Efficient synthesis of indole derivatives, an important component of most drugs, allows the development of new drugs

A research group at Nagoya University in Japan has successfully developed an ultrafast and simple synthetic method for producing indole derivatives. Their findings are expected to make drug production more efficient and increase the range of potential indole-based pharmaceuticals to treat a variety of diseases. Their findings were published in Communications Chemistry.
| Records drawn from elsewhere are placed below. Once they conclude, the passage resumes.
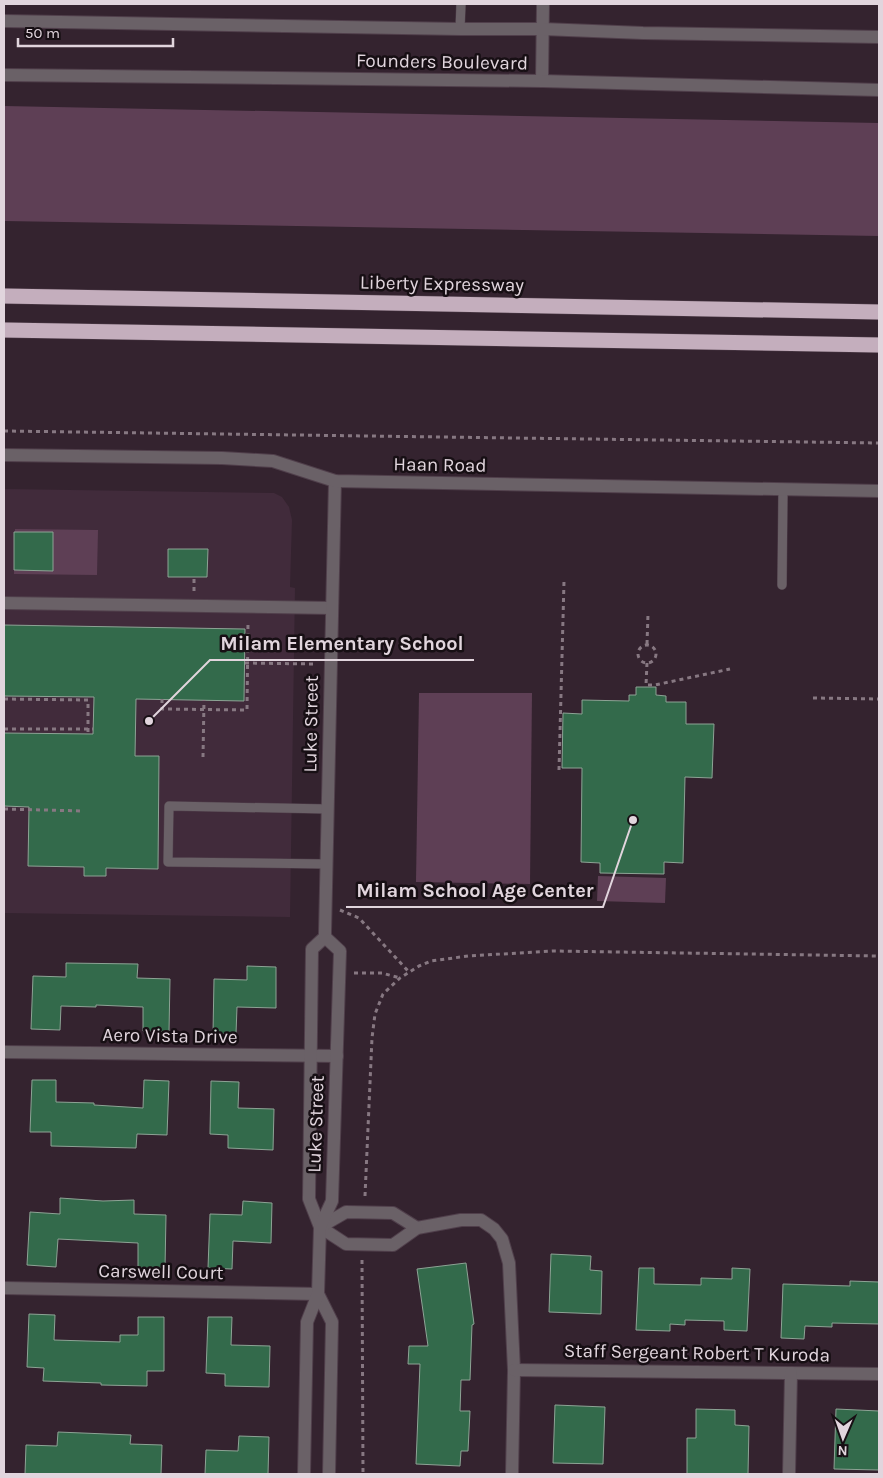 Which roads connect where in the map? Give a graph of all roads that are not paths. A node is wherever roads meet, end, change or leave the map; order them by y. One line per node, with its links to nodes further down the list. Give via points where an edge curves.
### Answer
1 (461, 4): 5 (lane)
2 (543, 4): 4 (street)
3 (4, 22): 5 (street, Founders Boulevard)
4 (542, 28): 5 (street, Founders Boulevard); 6 (street, Founders Boulevard); 8 (street)
5 (460, 29)
6 (879, 38)
7 (4, 75): 8 (street, Founders Boulevard)
8 (542, 81): 9 (street, Founders Boulevard)
9 (879, 90)
10 (4, 296): 11 (highway, Liberty Expressway)
11 (879, 312)
12 (4, 330): 13 (highway)
13 (879, 345)
14 (4, 455): 15 (street, Haan Road, via 274,461)
15 (335, 481): 16 (street, Haan Road); 20 (street, Luke Street)
16 (783, 490): 17 (street, Haan Road); 18 (lane)
17 (879, 491)
18 (782, 585)
19 (4, 603): 20 (street)
20 (332, 608): 21 (street, Luke Street)
21 (328, 809): 22 (street, Luke Street); 22 (lane, via 169,806 168,862)
22 (327, 864): 23 (street, Luke Street)
23 (325, 937): 25 (street, Luke Street, via 312,949); 26 (street, Luke Street, via 340,951)
24 (4, 1052): 25 (street, Aero Vista Drive)
25 (310, 1056): 26 (street, Aero Vista Drive); 27 (street, Luke Street, via 309,1199)
26 (337, 1056): 27 (street, Luke Street, via 332,1200)
27 (320, 1227): 28 (street, via 346,1212 393,1213); 28 (street, via 346,1244 363,1245 393,1245); 30 (street, Luke Street)
28 (417, 1228): 31 (street, via 481,1220 502,1239 509,1263)
29 (4, 1288): 30 (street, Carswell Court)
30 (318, 1294): 34 (street, Luke Street, via 306,1322); 35 (street, Luke Street, via 332,1322)
31 (514, 1370): 32 (street, Staff Sergeant Robert T Kuroda); 36 (street)
32 (791, 1373): 33 (street, Staff Sergeant Robert T Kuroda); 37 (street)
33 (879, 1374)
34 (304, 1474)
35 (329, 1474)
36 (512, 1474)
37 (789, 1474) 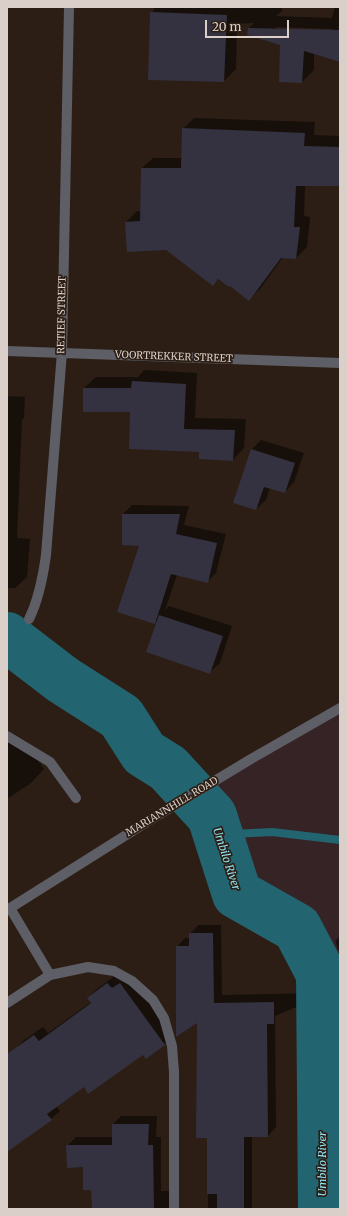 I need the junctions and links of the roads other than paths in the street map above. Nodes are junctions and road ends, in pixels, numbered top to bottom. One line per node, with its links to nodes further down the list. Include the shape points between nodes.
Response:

An indole is an organic compound consisting of a benzene ring and a pyrrole ring. Heteroatom alkylation at the carbon atom next the indole ring is particularly useful to create wide range of new indole derivatives and many anti-inflammatory, anticancer, and antimicrobial treatments contain them

In the past, this heteroatom alkylation has proven difficult because indoles easily and rapidly undergo unwanted dimerization/multimerization, processes in which two or more molecules combine during the reaction to form unwanted larger molecules. These unwanted by-products limit the yield of the desired product.
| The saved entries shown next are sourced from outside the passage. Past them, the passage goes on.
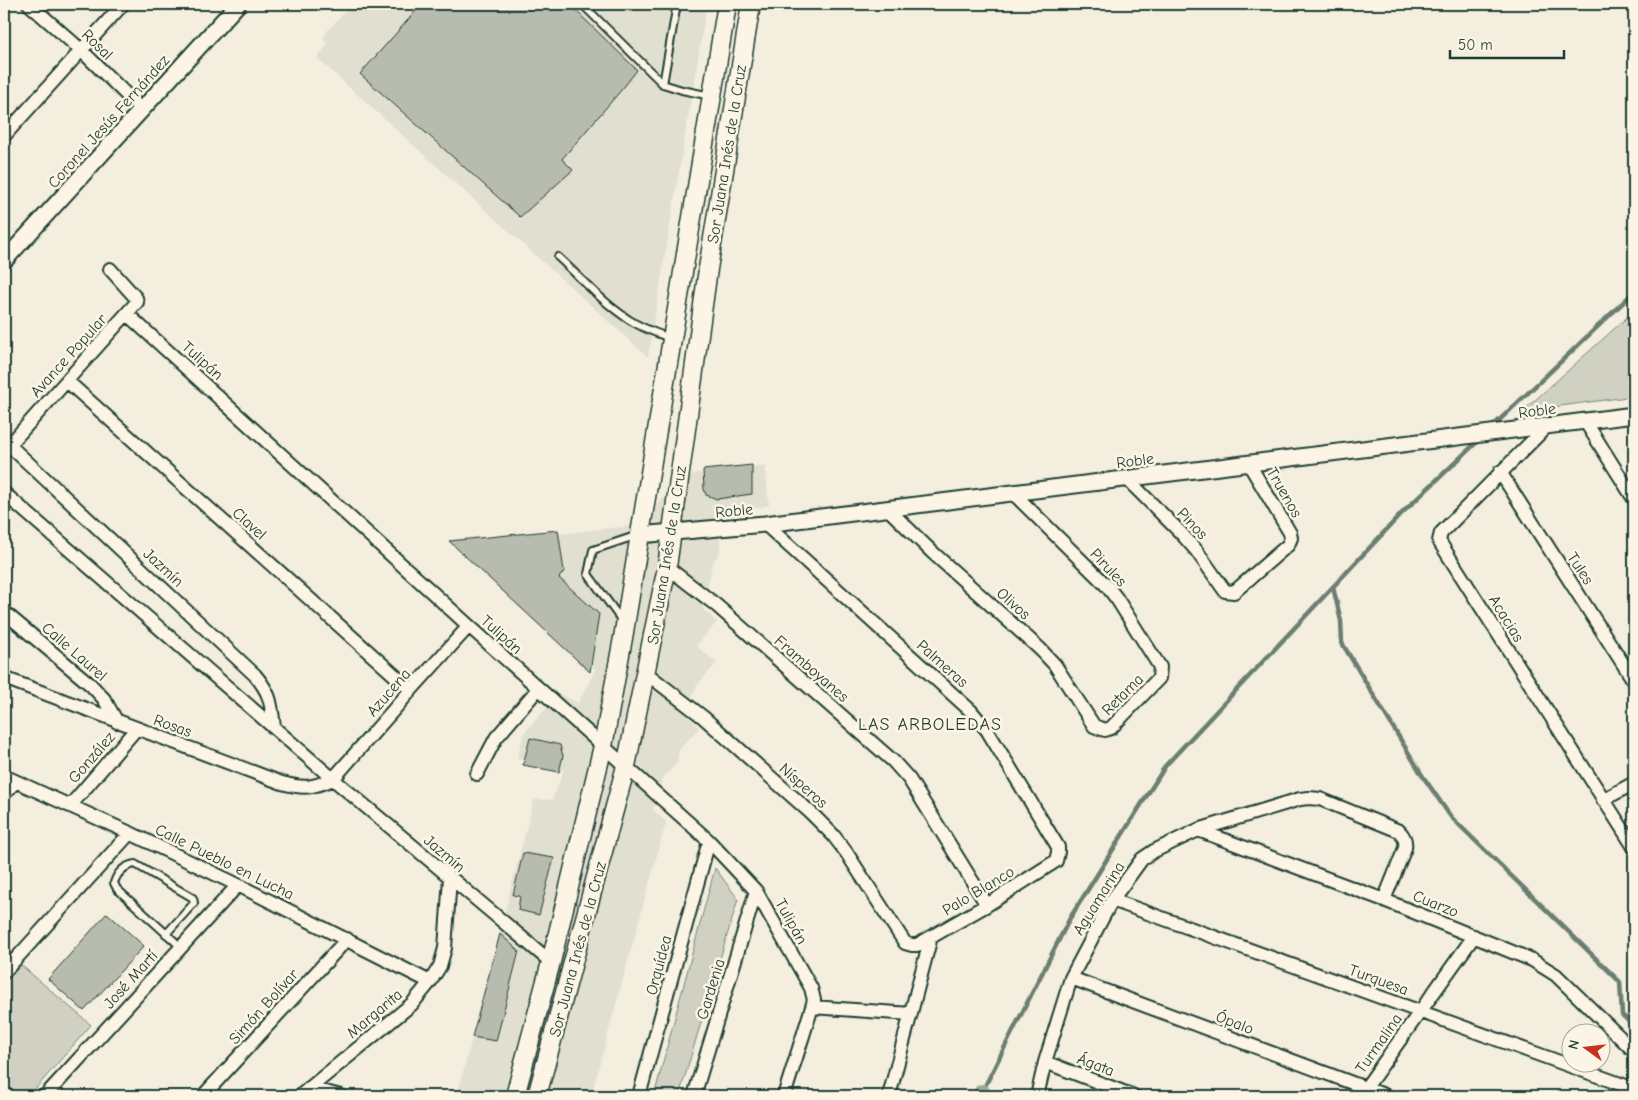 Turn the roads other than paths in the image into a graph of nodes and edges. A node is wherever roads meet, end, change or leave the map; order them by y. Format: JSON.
{"nodes":[{"id":1,"x":30,"y":4,"type":"edge"},
{"id":2,"x":123,"y":4,"type":"edge"},
{"id":3,"x":238,"y":4,"type":"edge"},
{"id":4,"x":582,"y":4,"type":"edge"},
{"id":5,"x":677,"y":4,"type":"edge"},
{"id":6,"x":727,"y":4,"type":"edge"},
{"id":7,"x":751,"y":4,"type":"edge"},
{"id":8,"x":80,"y":50,"type":"junction"},
{"id":9,"x":663,"y":84,"type":"junction"},
{"id":10,"x":712,"y":96,"type":"junction"},
{"id":11,"x":142,"y":110,"type":"junction"},
{"id":12,"x":4,"y":136,"type":"edge"},
{"id":13,"x":558,"y":258,"type":"dead end"},
{"id":14,"x":4,"y":261,"type":"edge"},
{"id":15,"x":110,"y":269,"type":"dead end"},
{"id":16,"x":132,"y":309,"type":"junction"},
{"id":17,"x":672,"y":338,"type":"junction"},
{"id":18,"x":67,"y":381,"type":"junction"},
{"id":19,"x":1634,"y":415,"type":"edge"},
{"id":20,"x":1585,"y":421,"type":"junction"},
{"id":21,"x":1547,"y":426,"type":"junction"},
{"id":22,"x":6,"y":448,"type":"edge"},
{"id":23,"x":1249,"y":464,"type":"junction"},
{"id":24,"x":1500,"y":472,"type":"junction"},
{"id":25,"x":1127,"y":479,"type":"junction"},
{"id":26,"x":1012,"y":492,"type":"junction"},
{"id":27,"x":4,"y":493,"type":"edge"},
{"id":28,"x":1634,"y":499,"type":"edge"},
{"id":29,"x":887,"y":508,"type":"junction"},
{"id":30,"x":765,"y":524,"type":"junction"},
{"id":31,"x":672,"y":532,"type":"junction"},
{"id":32,"x":639,"y":535,"type":"junction"},
{"id":33,"x":667,"y":567,"type":"junction"},
{"id":34,"x":1230,"y":593,"type":"joint"},
{"id":35,"x":4,"y":612,"type":"edge"},
{"id":36,"x":469,"y":626,"type":"junction"},
{"id":37,"x":625,"y":626,"type":"junction"},
{"id":38,"x":646,"y":673,"type":"junction"},
{"id":39,"x":4,"y":678,"type":"edge"},
{"id":40,"x":1159,"y":678,"type":"joint"},
{"id":41,"x":1634,"y":681,"type":"edge"},
{"id":42,"x":538,"y":689,"type":"junction"},
{"id":43,"x":411,"y":690,"type":"junction"},
{"id":44,"x":117,"y":722,"type":"junction"},
{"id":45,"x":274,"y":727,"type":"junction"},
{"id":46,"x":136,"y":729,"type":"junction"},
{"id":47,"x":1106,"y":730,"type":"joint"},
{"id":48,"x":603,"y":746,"type":"junction"},
{"id":49,"x":626,"y":766,"type":"junction"},
{"id":50,"x":478,"y":774,"type":"dead end"},
{"id":51,"x":9,"y":779,"type":"edge"},
{"id":52,"x":334,"y":780,"type":"junction"},
{"id":53,"x":1634,"y":783,"type":"edge"},
{"id":54,"x":4,"y":794,"type":"edge"},
{"id":55,"x":1604,"y":800,"type":"junction"},
{"id":56,"x":70,"y":806,"type":"junction"},
{"id":57,"x":1198,"y":830,"type":"junction"},
{"id":58,"x":130,"y":833,"type":"junction"},
{"id":59,"x":709,"y":841,"type":"junction"},
{"id":60,"x":1634,"y":847,"type":"edge"},
{"id":61,"x":1058,"y":857,"type":"joint"},
{"id":62,"x":450,"y":878,"type":"junction"},
{"id":63,"x":572,"y":879,"type":"junction"},
{"id":64,"x":238,"y":884,"type":"junction"},
{"id":65,"x":594,"y":885,"type":"junction"},
{"id":66,"x":756,"y":891,"type":"junction"},
{"id":67,"x":1112,"y":900,"type":"junction"},
{"id":68,"x":1384,"y":900,"type":"junction"},
{"id":69,"x":987,"y":905,"type":"junction"},
{"id":70,"x":166,"y":934,"type":"junction"},
{"id":71,"x":1474,"y":936,"type":"junction"},
{"id":72,"x":931,"y":937,"type":"junction"},
{"id":73,"x":347,"y":938,"type":"junction"},
{"id":74,"x":912,"y":945,"type":"joint"},
{"id":75,"x":181,"y":947,"type":"junction"},
{"id":76,"x":551,"y":962,"type":"junction"},
{"id":77,"x":4,"y":972,"type":"edge"},
{"id":78,"x":1071,"y":978,"type":"junction"},
{"id":79,"x":430,"y":982,"type":"junction"},
{"id":80,"x":812,"y":1007,"type":"junction"},
{"id":81,"x":1420,"y":1012,"type":"junction"},
{"id":82,"x":910,"y":1014,"type":"junction"},
{"id":83,"x":1634,"y":1051,"type":"edge"},
{"id":84,"x":1046,"y":1062,"type":"junction"},
{"id":85,"x":1634,"y":1089,"type":"edge"},
{"id":86,"x":305,"y":1092,"type":"edge"},
{"id":87,"x":1363,"y":1092,"type":"edge"},
{"id":88,"x":45,"y":1096,"type":"edge"},
{"id":89,"x":203,"y":1096,"type":"edge"},
{"id":90,"x":341,"y":1096,"type":"edge"},
{"id":91,"x":515,"y":1096,"type":"edge"},
{"id":92,"x":537,"y":1096,"type":"edge"},
{"id":93,"x":639,"y":1096,"type":"edge"},
{"id":94,"x":694,"y":1096,"type":"edge"},
{"id":95,"x":784,"y":1096,"type":"edge"},
{"id":96,"x":889,"y":1096,"type":"edge"},
{"id":97,"x":1037,"y":1096,"type":"edge"},
{"id":98,"x":1134,"y":1096,"type":"edge"},
{"id":99,"x":1388,"y":1096,"type":"edge"}],
"edges":[{"from":1,"to":8,"type":"street","name":"Rosal"},
{"from":2,"to":8,"type":"street"},
{"from":3,"to":11,"type":"street","name":"Coronel Jesús Fernández"},
{"from":4,"to":9,"type":"lane"},
{"from":5,"to":9,"type":"lane"},
{"from":6,"to":10,"type":"main road","name":"Sor Juana Inés de la Cruz"},
{"from":7,"to":31,"type":"main road","name":"Sor Juana Inés de la Cruz"},
{"from":8,"to":11,"type":"street","name":"Rosal"},
{"from":8,"to":12,"type":"street"},
{"from":9,"to":10,"type":"lane"},
{"from":10,"to":17,"type":"main road","name":"Sor Juana Inés de la Cruz"},
{"from":11,"to":14,"type":"street","name":"Coronel Jesús Fernández"},
{"from":13,"to":17,"type":"lane"},
{"from":15,"to":16,"type":"street","name":"Tulipán"},
{"from":16,"to":18,"type":"street","name":"Avance Popular"},
{"from":16,"to":36,"type":"street","name":"Tulipán"},
{"from":17,"to":32,"type":"main road","name":"Sor Juana Inés de la Cruz"},
{"from":18,"to":22,"type":"street","name":"Avance Popular"},
{"from":18,"to":43,"type":"street","name":"Clavel"},
{"from":19,"to":20,"type":"street","name":"Roble"},
{"from":20,"to":21,"type":"street","name":"Roble"},
{"from":20,"to":28,"type":"street"},
{"from":21,"to":23,"type":"street","name":"Roble"},
{"from":21,"to":24,"type":"street","name":"Acacias"},
{"from":22,"to":45,"type":"street","name":"Jazmín"},
{"from":23,"to":25,"type":"street","name":"Roble"},
{"from":23,"to":34,"type":"street","name":"Truenos"},
{"from":24,"to":41,"type":"street","name":"Tules"},
{"from":24,"to":55,"type":"street","name":"Acacias"},
{"from":25,"to":26,"type":"street","name":"Roble"},
{"from":25,"to":34,"type":"street","name":"Pinos"},
{"from":26,"to":29,"type":"street","name":"Roble"},
{"from":26,"to":40,"type":"street","name":"Pirules"},
{"from":27,"to":45,"type":"street","name":"Jazmín"},
{"from":29,"to":30,"type":"street","name":"Roble"},
{"from":29,"to":47,"type":"street","name":"Olivos"},
{"from":30,"to":31,"type":"street","name":"Roble"},
{"from":30,"to":61,"type":"street","name":"Palmeras"},
{"from":31,"to":32,"type":"street","name":"Roble"},
{"from":31,"to":33,"type":"main road","name":"Sor Juana Inés de la Cruz"},
{"from":32,"to":37,"type":"main road","name":"Sor Juana Inés de la Cruz"},
{"from":32,"to":37,"type":"lane"},
{"from":33,"to":38,"type":"main road","name":"Sor Juana Inés de la Cruz"},
{"from":33,"to":69,"type":"street","name":"Framboyanes"},
{"from":35,"to":44,"type":"street","name":"Calle Laurel"},
{"from":36,"to":42,"type":"street","name":"Tulipán"},
{"from":36,"to":43,"type":"street","name":"Azucena"},
{"from":37,"to":48,"type":"main road","name":"Sor Juana Inés de la Cruz"},
{"from":38,"to":49,"type":"main road","name":"Sor Juana Inés de la Cruz"},
{"from":38,"to":74,"type":"street","name":"Nísperos"},
{"from":39,"to":44,"type":"street","name":"Rosas"},
{"from":40,"to":47,"type":"street","name":"Retama"},
{"from":42,"to":48,"type":"street","name":"Tulipán"},
{"from":42,"to":50,"type":"street"},
{"from":43,"to":52,"type":"street","name":"Azucena"},
{"from":44,"to":46,"type":"street","name":"Rosas"},
{"from":45,"to":52,"type":"street","name":"Jazmín"},
{"from":46,"to":52,"type":"street","name":"Rosas"},
{"from":46,"to":56,"type":"street","name":"González"},
{"from":48,"to":49,"type":"street","name":"Tulipán"},
{"from":48,"to":63,"type":"main road","name":"Sor Juana Inés de la Cruz"},
{"from":49,"to":59,"type":"street","name":"Tulipán"},
{"from":49,"to":65,"type":"main road","name":"Sor Juana Inés de la Cruz"},
{"from":51,"to":54,"type":"street"},
{"from":51,"to":56,"type":"street","name":"Calle Pueblo en Lucha"},
{"from":52,"to":62,"type":"street","name":"Jazmín"},
{"from":53,"to":55,"type":"street"},
{"from":55,"to":60,"type":"street","name":"Acacias"},
{"from":56,"to":58,"type":"street","name":"Calle Pueblo en Lucha"},
{"from":57,"to":67,"type":"street","name":"Aguamarina"},
{"from":57,"to":68,"type":"street","name":"Cuarzo"},
{"from":57,"to":68,"type":"street","name":"Aguamarina"},
{"from":58,"to":64,"type":"street","name":"Calle Pueblo en Lucha"},
{"from":58,"to":77,"type":"street"},
{"from":59,"to":66,"type":"street","name":"Tulipán"},
{"from":59,"to":93,"type":"street","name":"Orquídea"},
{"from":61,"to":69,"type":"street","name":"Palo Blanco"},
{"from":62,"to":76,"type":"street","name":"Jazmín"},
{"from":62,"to":79,"type":"street","name":"Margarita"},
{"from":63,"to":65,"type":"main road"},
{"from":63,"to":76,"type":"main road","name":"Sor Juana Inés de la Cruz"},
{"from":64,"to":73,"type":"street","name":"Calle Pueblo en Lucha"},
{"from":64,"to":75,"type":"street","name":"José Martí"},
{"from":65,"to":92,"type":"main road","name":"Sor Juana Inés de la Cruz"},
{"from":66,"to":80,"type":"street","name":"Tulipán"},
{"from":66,"to":94,"type":"street","name":"Gardenia"},
{"from":67,"to":78,"type":"street","name":"Aguamarina"},
{"from":67,"to":81,"type":"street","name":"Turquesa"},
{"from":68,"to":71,"type":"street","name":"Cuarzo"},
{"from":69,"to":72,"type":"street","name":"Palo Blanco"},
{"from":70,"to":70,"type":"lane"},
{"from":70,"to":75,"type":"lane"},
{"from":71,"to":81,"type":"street","name":"Turmalina"},
{"from":71,"to":83,"type":"street","name":"Cuarzo"},
{"from":72,"to":74,"type":"street","name":"Palo Blanco"},
{"from":72,"to":82,"type":"street"},
{"from":73,"to":79,"type":"street","name":"Calle Pueblo en Lucha"},
{"from":73,"to":89,"type":"street","name":"Simón Bolívar"},
{"from":75,"to":88,"type":"street","name":"José Martí"},
{"from":76,"to":91,"type":"main road","name":"Sor Juana Inés de la Cruz"},
{"from":78,"to":84,"type":"street","name":"Aguamarina"},
{"from":78,"to":87,"type":"street","name":"Ópalo"},
{"from":79,"to":86,"type":"street","name":"Margarita"},
{"from":80,"to":82,"type":"street"},
{"from":80,"to":95,"type":"street"},
{"from":81,"to":85,"type":"street","name":"Turquesa"},
{"from":81,"to":87,"type":"street","name":"Turmalina"},
{"from":82,"to":96,"type":"street"},
{"from":84,"to":97,"type":"street","name":"Aguamarina"},
{"from":84,"to":98,"type":"street","name":"Ágata"},
{"from":86,"to":90,"type":"street"},
{"from":87,"to":99,"type":"street","name":"Ópalo"}]}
Since indoles are common to so many drugs, an efficient method of synthesizing them is essential. Now, a team consisting of Assistant Professor Hisashi Masui (he/him), graduate student Sena Kanda (she/her), and Professor Shinichiro Fuse (he/him) at the Graduate School of Pharmaceutical Sciences, Nagoya University, obtained the target indole-based product in high yield while limiting side reactions using a new microflow synthesis method.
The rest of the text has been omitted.